When the line containing "Road topology of" appears in the data below, begin copying there and stop only after the line containing "Build a routing".

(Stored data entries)
·····

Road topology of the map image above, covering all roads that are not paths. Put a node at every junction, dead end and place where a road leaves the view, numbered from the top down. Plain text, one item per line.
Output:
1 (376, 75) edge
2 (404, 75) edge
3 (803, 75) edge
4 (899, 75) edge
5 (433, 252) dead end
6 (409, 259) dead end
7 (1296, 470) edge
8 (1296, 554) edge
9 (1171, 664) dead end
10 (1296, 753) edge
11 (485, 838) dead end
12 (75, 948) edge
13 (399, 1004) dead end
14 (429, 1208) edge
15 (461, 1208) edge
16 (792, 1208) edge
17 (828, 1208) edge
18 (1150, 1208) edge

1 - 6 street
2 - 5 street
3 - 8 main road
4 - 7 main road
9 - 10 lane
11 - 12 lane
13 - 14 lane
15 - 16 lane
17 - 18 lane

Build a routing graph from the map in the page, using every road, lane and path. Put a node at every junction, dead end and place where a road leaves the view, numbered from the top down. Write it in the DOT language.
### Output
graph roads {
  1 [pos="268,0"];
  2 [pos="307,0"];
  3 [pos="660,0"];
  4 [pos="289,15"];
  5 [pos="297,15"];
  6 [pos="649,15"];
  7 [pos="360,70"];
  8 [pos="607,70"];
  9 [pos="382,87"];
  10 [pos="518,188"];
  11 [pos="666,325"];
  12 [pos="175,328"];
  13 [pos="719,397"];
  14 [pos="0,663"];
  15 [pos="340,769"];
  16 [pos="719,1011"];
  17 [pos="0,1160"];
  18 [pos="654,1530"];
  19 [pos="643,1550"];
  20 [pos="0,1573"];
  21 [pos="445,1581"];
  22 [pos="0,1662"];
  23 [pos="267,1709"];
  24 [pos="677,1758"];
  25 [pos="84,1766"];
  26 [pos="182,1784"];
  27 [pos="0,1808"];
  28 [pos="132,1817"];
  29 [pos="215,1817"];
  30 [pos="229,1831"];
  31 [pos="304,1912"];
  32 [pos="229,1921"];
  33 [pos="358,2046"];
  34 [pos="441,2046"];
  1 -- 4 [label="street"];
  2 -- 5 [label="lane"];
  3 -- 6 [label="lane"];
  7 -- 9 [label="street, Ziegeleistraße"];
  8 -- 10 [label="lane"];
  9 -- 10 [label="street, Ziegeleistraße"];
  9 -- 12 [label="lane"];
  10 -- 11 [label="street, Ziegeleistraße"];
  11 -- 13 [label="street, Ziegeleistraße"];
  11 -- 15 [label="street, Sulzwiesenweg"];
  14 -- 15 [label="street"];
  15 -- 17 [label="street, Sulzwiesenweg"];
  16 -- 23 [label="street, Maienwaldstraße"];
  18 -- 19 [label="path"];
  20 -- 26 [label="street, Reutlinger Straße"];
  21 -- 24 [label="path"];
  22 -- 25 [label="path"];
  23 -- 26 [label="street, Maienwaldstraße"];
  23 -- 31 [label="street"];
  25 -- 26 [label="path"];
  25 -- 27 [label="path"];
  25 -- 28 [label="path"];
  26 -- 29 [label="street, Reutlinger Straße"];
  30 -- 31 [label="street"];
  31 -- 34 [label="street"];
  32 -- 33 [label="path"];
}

·····

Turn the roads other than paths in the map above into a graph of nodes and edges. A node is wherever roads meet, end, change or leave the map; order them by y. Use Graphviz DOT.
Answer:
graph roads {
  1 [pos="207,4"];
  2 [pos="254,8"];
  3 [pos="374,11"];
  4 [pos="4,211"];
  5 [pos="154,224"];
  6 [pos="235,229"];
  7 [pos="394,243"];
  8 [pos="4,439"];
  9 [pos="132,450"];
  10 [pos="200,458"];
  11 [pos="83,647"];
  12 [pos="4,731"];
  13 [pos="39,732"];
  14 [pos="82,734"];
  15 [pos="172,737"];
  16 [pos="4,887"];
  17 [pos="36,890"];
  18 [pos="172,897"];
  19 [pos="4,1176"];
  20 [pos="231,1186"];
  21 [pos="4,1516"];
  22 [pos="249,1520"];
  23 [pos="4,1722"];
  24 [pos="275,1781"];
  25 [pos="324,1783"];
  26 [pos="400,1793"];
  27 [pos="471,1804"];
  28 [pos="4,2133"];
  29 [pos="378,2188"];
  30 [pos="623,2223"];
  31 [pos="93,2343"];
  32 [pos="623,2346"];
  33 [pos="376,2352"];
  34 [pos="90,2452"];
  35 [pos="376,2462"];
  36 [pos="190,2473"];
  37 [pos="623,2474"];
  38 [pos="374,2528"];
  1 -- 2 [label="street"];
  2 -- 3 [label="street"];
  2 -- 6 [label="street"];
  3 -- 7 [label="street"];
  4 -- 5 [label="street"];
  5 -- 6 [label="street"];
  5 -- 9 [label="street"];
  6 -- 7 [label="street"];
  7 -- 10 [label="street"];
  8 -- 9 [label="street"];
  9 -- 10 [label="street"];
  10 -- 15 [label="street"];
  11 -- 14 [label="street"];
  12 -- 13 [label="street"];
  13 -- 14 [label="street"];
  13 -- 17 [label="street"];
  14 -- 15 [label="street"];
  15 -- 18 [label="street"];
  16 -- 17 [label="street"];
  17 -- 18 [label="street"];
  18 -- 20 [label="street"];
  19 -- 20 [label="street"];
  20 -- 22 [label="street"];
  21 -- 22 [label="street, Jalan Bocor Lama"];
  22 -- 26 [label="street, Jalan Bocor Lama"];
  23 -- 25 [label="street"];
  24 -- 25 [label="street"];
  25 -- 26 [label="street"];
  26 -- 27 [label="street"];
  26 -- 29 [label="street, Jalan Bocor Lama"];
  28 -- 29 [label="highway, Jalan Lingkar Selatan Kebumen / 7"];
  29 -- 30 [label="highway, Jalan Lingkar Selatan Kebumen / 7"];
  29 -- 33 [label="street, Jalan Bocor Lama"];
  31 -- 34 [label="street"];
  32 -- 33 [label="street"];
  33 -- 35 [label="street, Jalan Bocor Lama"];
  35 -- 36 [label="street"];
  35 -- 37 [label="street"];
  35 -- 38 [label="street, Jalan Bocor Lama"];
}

·····

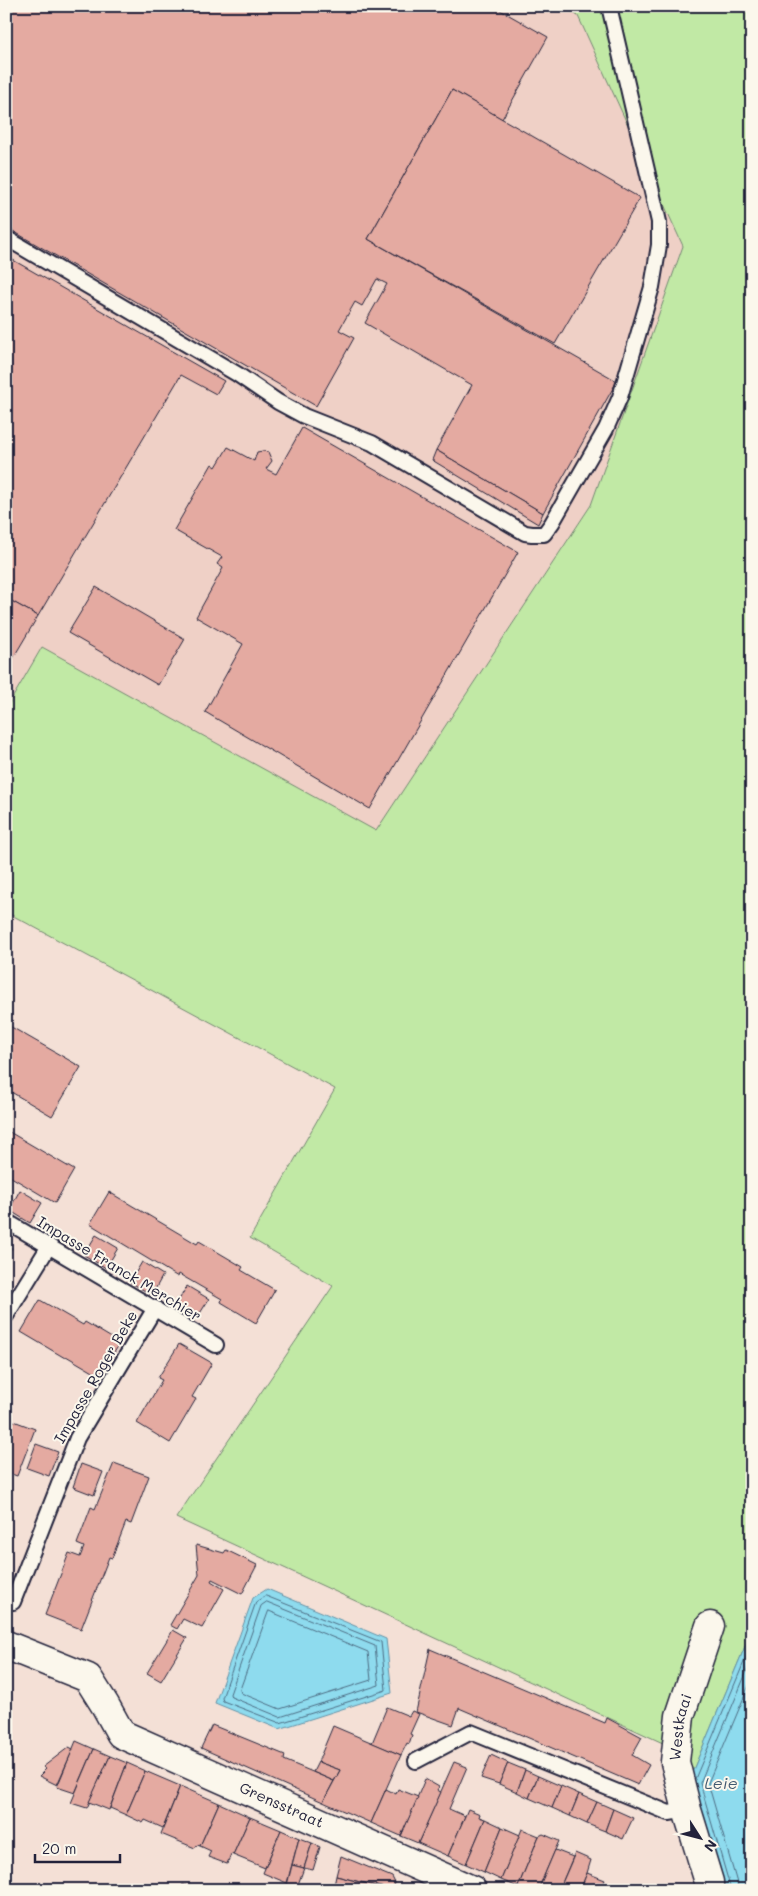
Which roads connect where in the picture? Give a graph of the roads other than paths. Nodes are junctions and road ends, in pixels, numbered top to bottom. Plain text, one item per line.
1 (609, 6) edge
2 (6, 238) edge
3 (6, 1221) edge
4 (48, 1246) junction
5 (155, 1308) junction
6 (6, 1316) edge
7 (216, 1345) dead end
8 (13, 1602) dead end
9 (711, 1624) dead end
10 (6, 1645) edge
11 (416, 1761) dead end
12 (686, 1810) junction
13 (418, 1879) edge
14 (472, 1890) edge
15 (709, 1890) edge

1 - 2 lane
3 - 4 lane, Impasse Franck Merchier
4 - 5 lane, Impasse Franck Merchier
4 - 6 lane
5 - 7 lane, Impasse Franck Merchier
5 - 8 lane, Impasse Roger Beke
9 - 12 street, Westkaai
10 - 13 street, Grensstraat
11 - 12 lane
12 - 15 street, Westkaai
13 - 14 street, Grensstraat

·····

__Expected output__:
Road topology of the map image above, covering all roads that are not paths. Put a node at every junction, dead end and place where a road leaves the view, numbered from the top down. Plain text, one item per line.
Output:
1 (376, 75) edge
2 (404, 75) edge
3 (803, 75) edge
4 (899, 75) edge
5 (433, 252) dead end
6 (409, 259) dead end
7 (1296, 470) edge
8 (1296, 554) edge
9 (1171, 664) dead end
10 (1296, 753) edge
11 (485, 838) dead end
12 (75, 948) edge
13 (399, 1004) dead end
14 (429, 1208) edge
15 (461, 1208) edge
16 (792, 1208) edge
17 (828, 1208) edge
18 (1150, 1208) edge

1 - 6 street
2 - 5 street
3 - 8 main road
4 - 7 main road
9 - 10 lane
11 - 12 lane
13 - 14 lane
15 - 16 lane
17 - 18 lane

Build a routing graph from the map in the page, using every road, lane and path. Put a node at every junction, dead end and place where a road leaves the view, numbered from the top down. Write it in the DOT language.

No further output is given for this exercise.